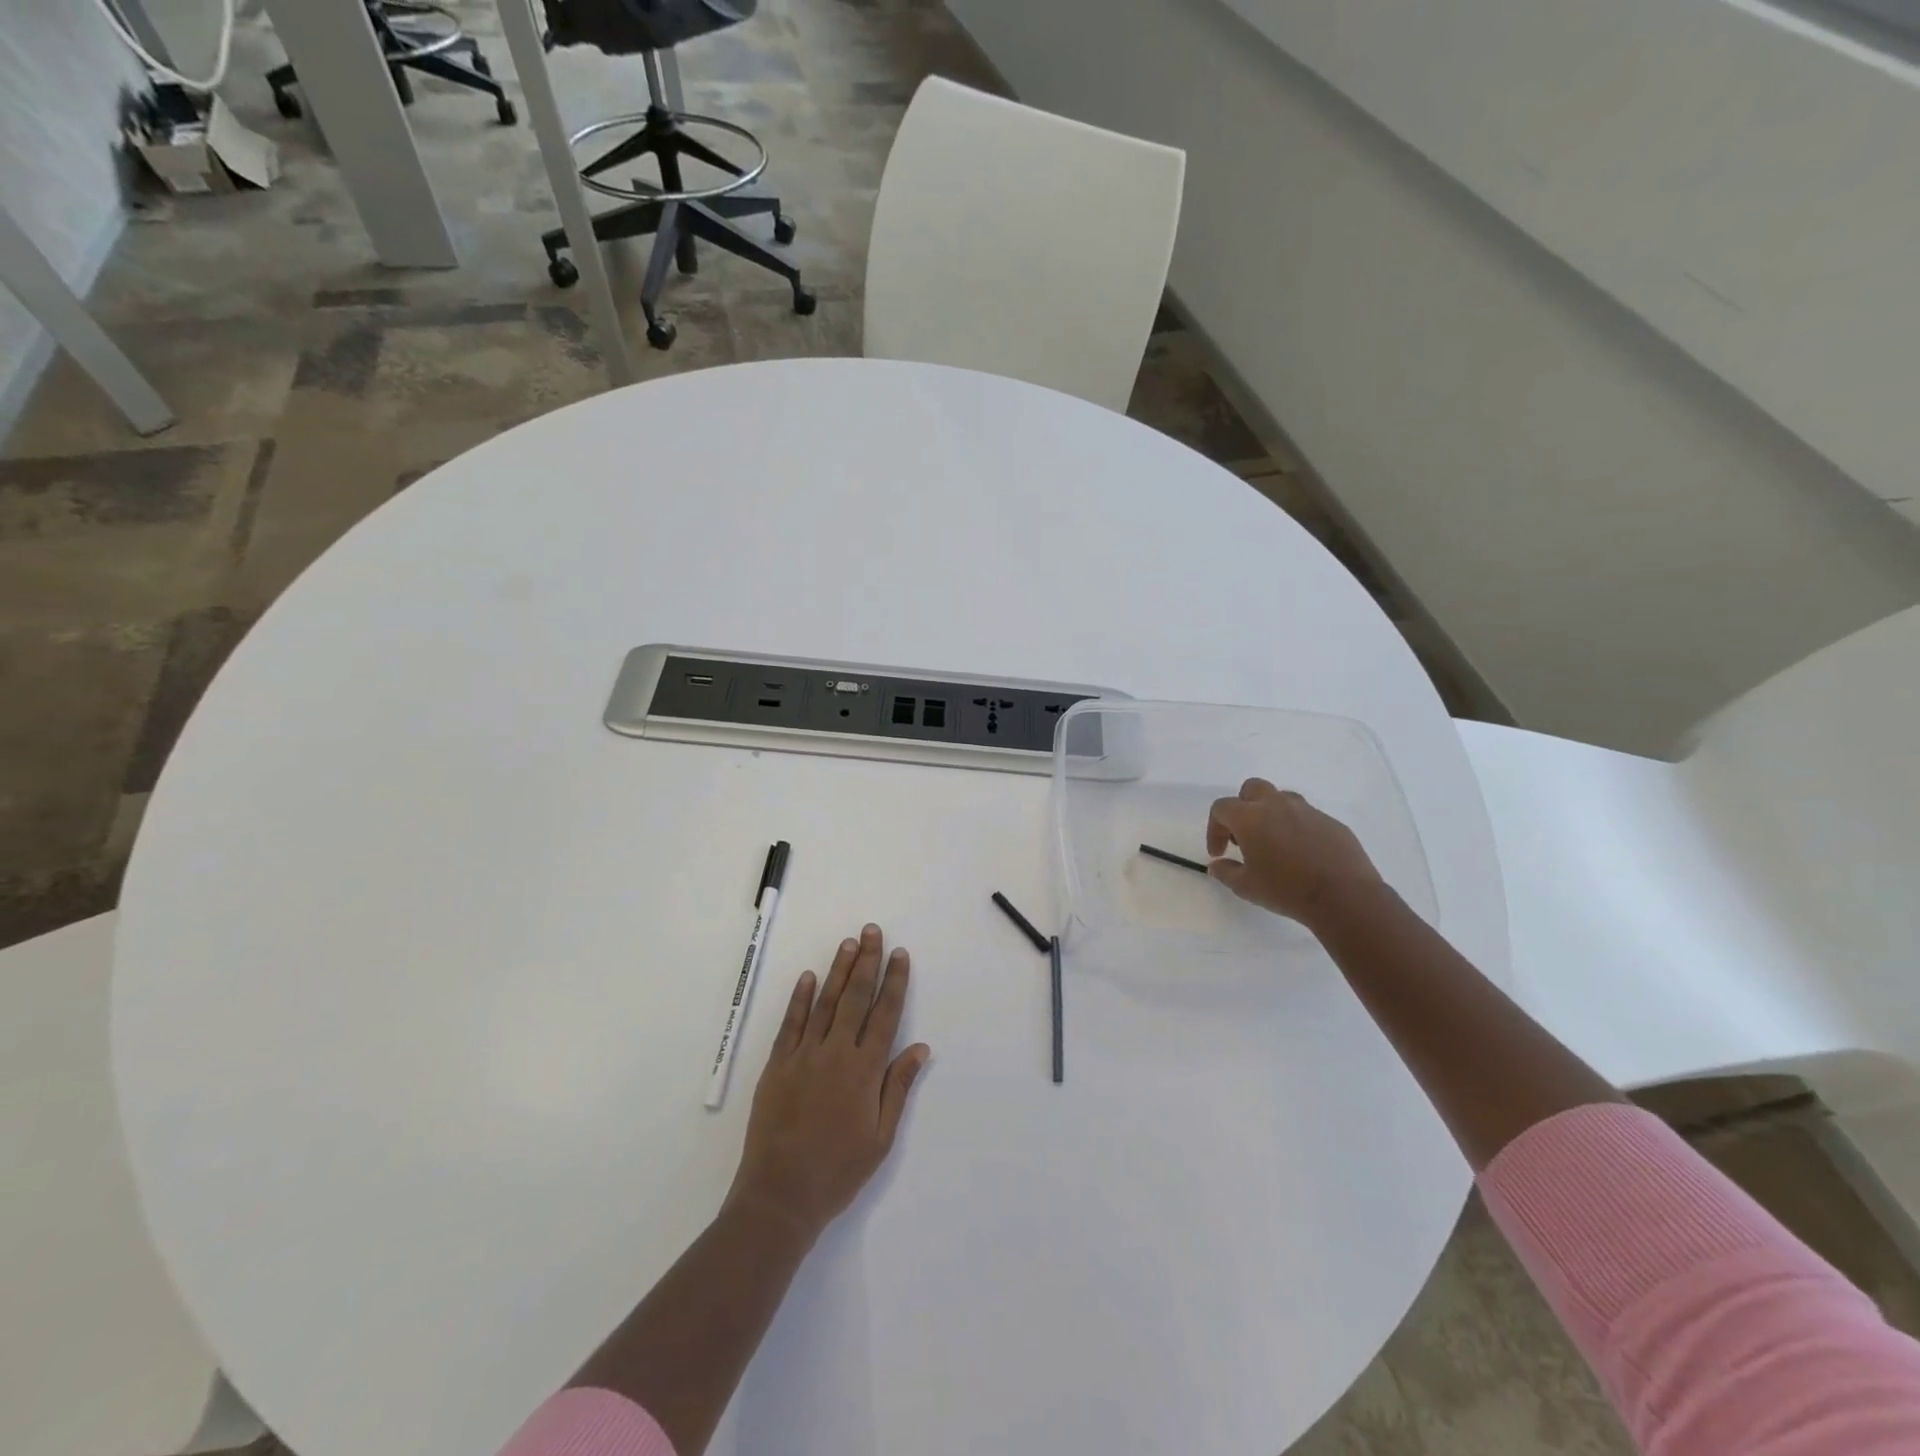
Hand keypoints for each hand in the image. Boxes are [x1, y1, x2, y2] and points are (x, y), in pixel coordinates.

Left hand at [726, 924, 930, 1243]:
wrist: (779, 1196)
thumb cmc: (838, 1171)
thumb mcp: (880, 1138)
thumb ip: (898, 1088)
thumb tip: (920, 1047)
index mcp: (864, 1071)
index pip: (885, 1015)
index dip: (894, 982)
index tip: (900, 955)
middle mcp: (835, 1053)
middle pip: (855, 998)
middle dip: (867, 962)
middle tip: (872, 931)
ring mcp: (803, 1056)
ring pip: (825, 1003)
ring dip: (838, 970)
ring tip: (848, 943)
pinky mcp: (777, 1065)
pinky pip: (791, 1023)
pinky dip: (800, 998)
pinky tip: (809, 977)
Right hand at [1206, 778, 1384, 930]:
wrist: (1345, 897)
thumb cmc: (1287, 890)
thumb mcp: (1246, 887)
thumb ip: (1225, 872)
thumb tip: (1217, 865)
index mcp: (1250, 817)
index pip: (1221, 808)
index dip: (1214, 829)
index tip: (1219, 854)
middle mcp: (1277, 805)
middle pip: (1251, 789)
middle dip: (1242, 808)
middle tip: (1245, 838)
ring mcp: (1308, 811)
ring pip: (1281, 799)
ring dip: (1271, 815)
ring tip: (1275, 844)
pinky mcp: (1331, 822)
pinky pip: (1307, 817)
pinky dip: (1297, 828)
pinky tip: (1303, 855)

[Exercise goal]
Only the lines from the one holding "middle dip: (1242, 808)" through the final line of the entries, both included, should be given again, word for word.

[Response]
middle dip: (1242, 808)
middle tip: (1245, 838)
ring mcp: (1308, 811)
ring pip: (1281, 799)
ring dip: (1271, 815)
ring tip: (1275, 844)
pinky mcp: (1331, 822)
pinky pip: (1307, 817)
pinky dip: (1297, 828)
pinky tip: (1303, 855)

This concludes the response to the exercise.